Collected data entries
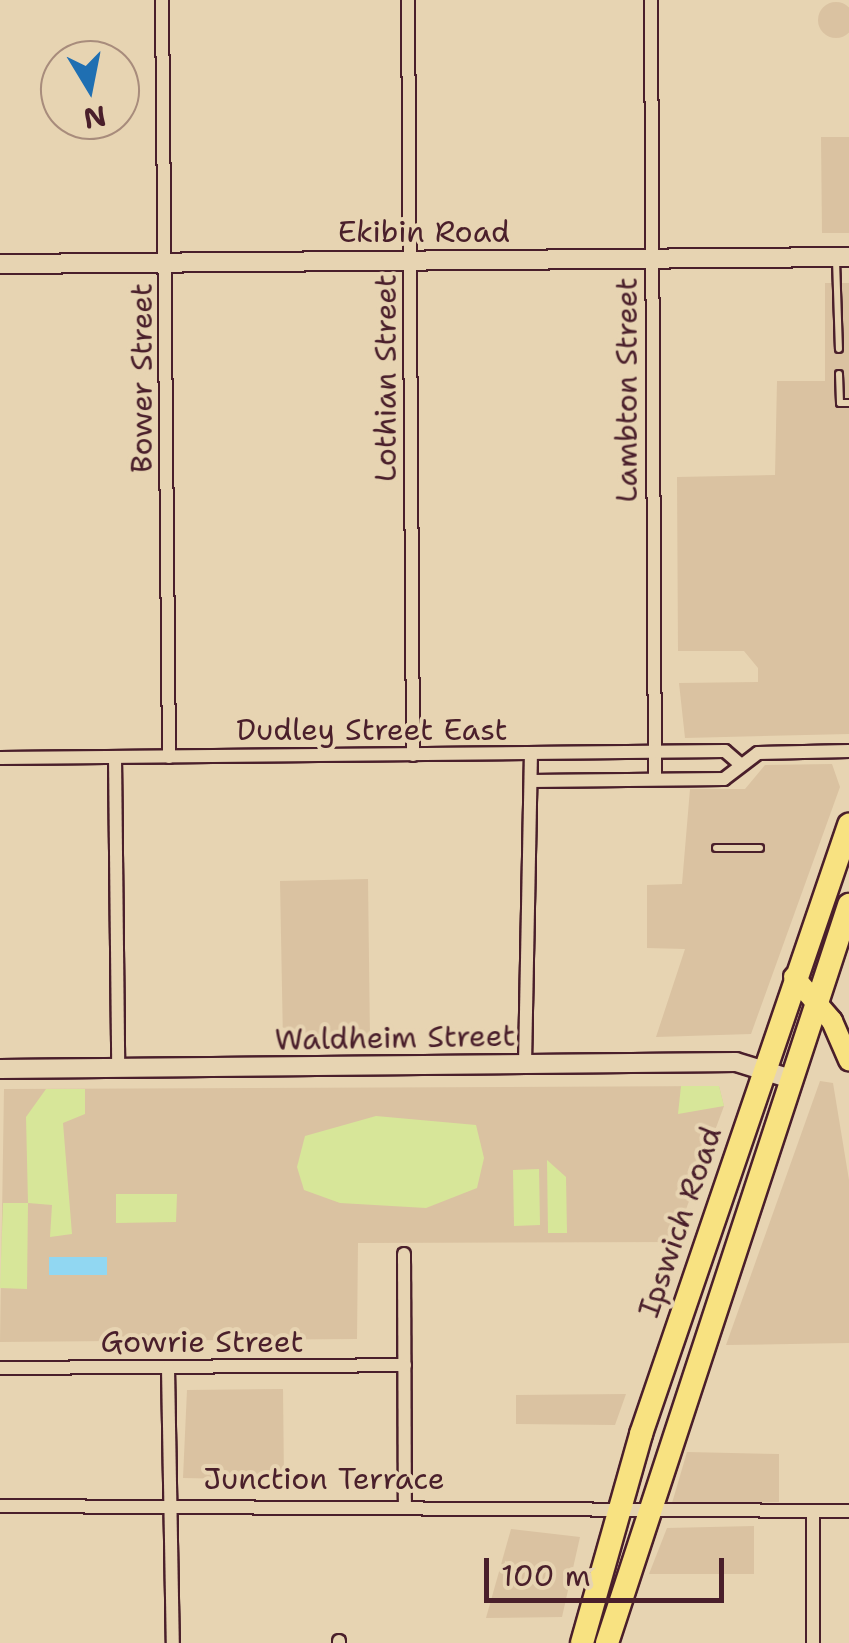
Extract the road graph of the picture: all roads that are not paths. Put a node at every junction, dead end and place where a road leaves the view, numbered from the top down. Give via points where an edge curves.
1 (162, 0) edge
2 (408, 0) edge
3 (651, 0) edge
4 (843, 257) edge
5 (652, 258) junction
6 (411, 260) junction
7 (167, 261) junction
8 (0, 264) edge
9 (849, 341) edge
10 (839, 374) dead end
11 (849, 403) edge
12 (849, 752) edge
13 (654, 753) junction
14 (531, 754) junction
15 (413, 755) junction
16 (169, 756) junction
17 (115, 757) junction
18 (0, 758) edge
19 (739, 763) junction
20 (654, 779) junction
21 (531, 780) junction
22 (849, 825) edge
23 (716, 848) dead end
24 (760, 848) dead end
25 (847, 911) edge
26 (849, 941) edge
27 (794, 977) junction
28 (815, 1000) junction
29 (849, 1060) edge
30 (525, 1064) junction
31 (0, 1068) edge
32 (118, 1068) junction
33 (763, 1068) junction
34 (788, 1078) junction
35 (404, 1254) dead end
36 (405, 1365) junction
37 (0, 1368) edge
38 (168, 1368) junction
39 (405, 1503) junction
40 (170, 1505) junction
41 (0, 1506) edge
42 (618, 1508) junction
43 (849, 1510) edge
44 (647, 1514) junction
45 (813, 1514) junction
46 (173, 1643) edge
47 (582, 1643) edge
48 (608, 1643) edge
49 (813, 1643) edge

1 - 7 street, Bower Street
2 - 6 street, Lothian Street
3 - 5 street, Lambton Street
4 - 5 street, Ekibin Road
4 - 9 lane via 839,345
5 - 6 street, Ekibin Road
5 - 13 street, Lambton Street
6 - 7 street, Ekibin Road
6 - 15 street, Lothian Street
7 - 8 street, Ekibin Road
7 - 16 street, Bower Street
10 - 11 lane via 840,403
12 - 19 street, Dudley Street East via 762,752
13 - 14 street, Dudley Street East
13 - 19 street, Dudley Street East via 725,751
13 - 20 street, Lambton Street
14 - 15 street, Dudley Street East
14 - 21 street
15 - 16 street, Dudley Street East
16 - 17 street, Dudley Street East
17 - 18 street, Dudley Street East
17 - 32 street
19 - 20 street, Dudley Street East via 731,778
20 - 21 street, Dudley Street East
21 - 30 street
22 - 27 highway, Ipswich Road
23 - 24 lane
25 - 26 main road
25 - 28 highway, Ipswich Road
27 - 28 main road
27 - 33 highway, Ipswich Road
28 - 29 main road
28 - 34 highway, Ipswich Road
30 - 32 street, Waldheim Street
30 - 33 street, Waldheim Street
31 - 32 street, Waldheim Street
33 - 34 street, Waldheim Street
33 - 42 highway, Ipswich Road
34 - 44 highway, Ipswich Road
35 - 36 street
36 - 38 street, Gowrie Street
36 - 39 street
37 - 38 street, Gowrie Street
38 - 40 street
39 - 40 street, Junction Terrace
39 - 42 street, Junction Terrace
40 - 41 street, Junction Terrace
40 - 46 street
42 - 44 street, Junction Terrace
42 - 47 highway, Ipswich Road
43 - 45 street, Junction Terrace
44 - 45 street, Junction Terrace
44 - 48 highway, Ipswich Road
45 - 49 street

Work to be completed: Copy all of the data word for word, and keep the pictures out of it.

Exercise answer:
Extract the road graph of the picture: all roads that are not paths. Put a node at every junction, dead end and place where a road leaves the view, numbered from the top down. Give via points where an edge curves.
1 (162, 0) edge
2 (408, 0) edge
3 (651, 0) edge
4 (843, 257) edge
5 (652, 258) junction
6 (411, 260) junction
7 (167, 261) junction
8 (0, 264) edge
9 (849, 341) edge
10 (839, 374) dead end
11 (849, 403) edge
12 (849, 752) edge
13 (654, 753) junction
14 (531, 754) junction
15 (413, 755) junction
16 (169, 756) junction
17 (115, 757) junction
18 (0, 758) edge
19 (739, 763) junction
20 (654, 779) junction
21 (531, 780) junction
22 (849, 825) edge
23 (716, 848) dead end
24 (760, 848) dead end
25 (847, 911) edge
26 (849, 941) edge
27 (794, 977) junction
28 (815, 1000) junction
29 (849, 1060) edge
30 (525, 1064) junction
31 (0, 1068) edge
32 (118, 1068) junction
33 (763, 1068) junction
34 (788, 1078) junction
35 (404, 1254) dead end
36 (405, 1365) junction
37 (0, 1368) edge
38 (168, 1368) junction
39 (405, 1503) junction
40 (170, 1505) junction
41 (0, 1506) edge
42 (618, 1508) junction
43 (849, 1510) edge
44 (647, 1514) junction
45 (813, 1514) junction
46 (173, 1643) edge
47 (582, 1643) edge
48 (608, 1643) edge
49 (813, 1643) edge

1 - 7 street, Bower Street
2 - 6 street, Lothian Street
3 - 5 street, Lambton Street
4 - 5 street, Ekibin Road
4 - 9 lane via 839,345
5 - 6 street, Ekibin Road
5 - 13 street, Lambton Street
6 - 7 street, Ekibin Road
6 - 15 street, Lothian Street
7 - 8 street, Ekibin Road
7 - 16 street, Bower Street
10 - 11 lane via 840,403
12 - 19 street, Dudley Street East via 762,752
13 - 14 street, Dudley Street East
13 - 19 street, Dudley Street East via 725,751
13 - 20 street, Lambton Street
14 - 15 street, Dudley Street East
14 - 21 street
15 - 16 street, Dudley Street East
16 - 17 street, Dudley Street East
17 - 18 street, Dudley Street East
17 - 32 street
19 - 20 street, Dudley Street East via 731,778
20 - 21 street, Dudley Street East
21 - 30 street
22 - 27 highway, Ipswich Road
23 - 24 lane
25 - 26 main road
25 - 28 highway, Ipswich Road
27 - 28 main road
27 - 33 highway, Ipswich Road
28 - 29 main road
28 - 34 highway, Ipswich Road
30 - 32 street, Waldheim Street
30 - 33 street, Waldheim Street
31 - 32 street, Waldheim Street
33 - 34 street, Waldheim Street
33 - 42 highway, Ipswich Road
34 - 44 highway, Ipswich Road
35 - 36 street
36 - 38 street, Gowrie Street
36 - 39 street
37 - 38 street, Gowrie Street
38 - 40 street
39 - 40 street, Junction Terrace
39 - 42 street, Junction Terrace
40 - 41 street, Junction Terrace
40 - 46 street
42 - 44 street, Junction Terrace
42 - 47 highway, Ipswich Road
43 - 45 street, Junction Terrace
44 - 45 street, Junction Terrace
44 - 48 highway, Ipswich Road
45 - 49 street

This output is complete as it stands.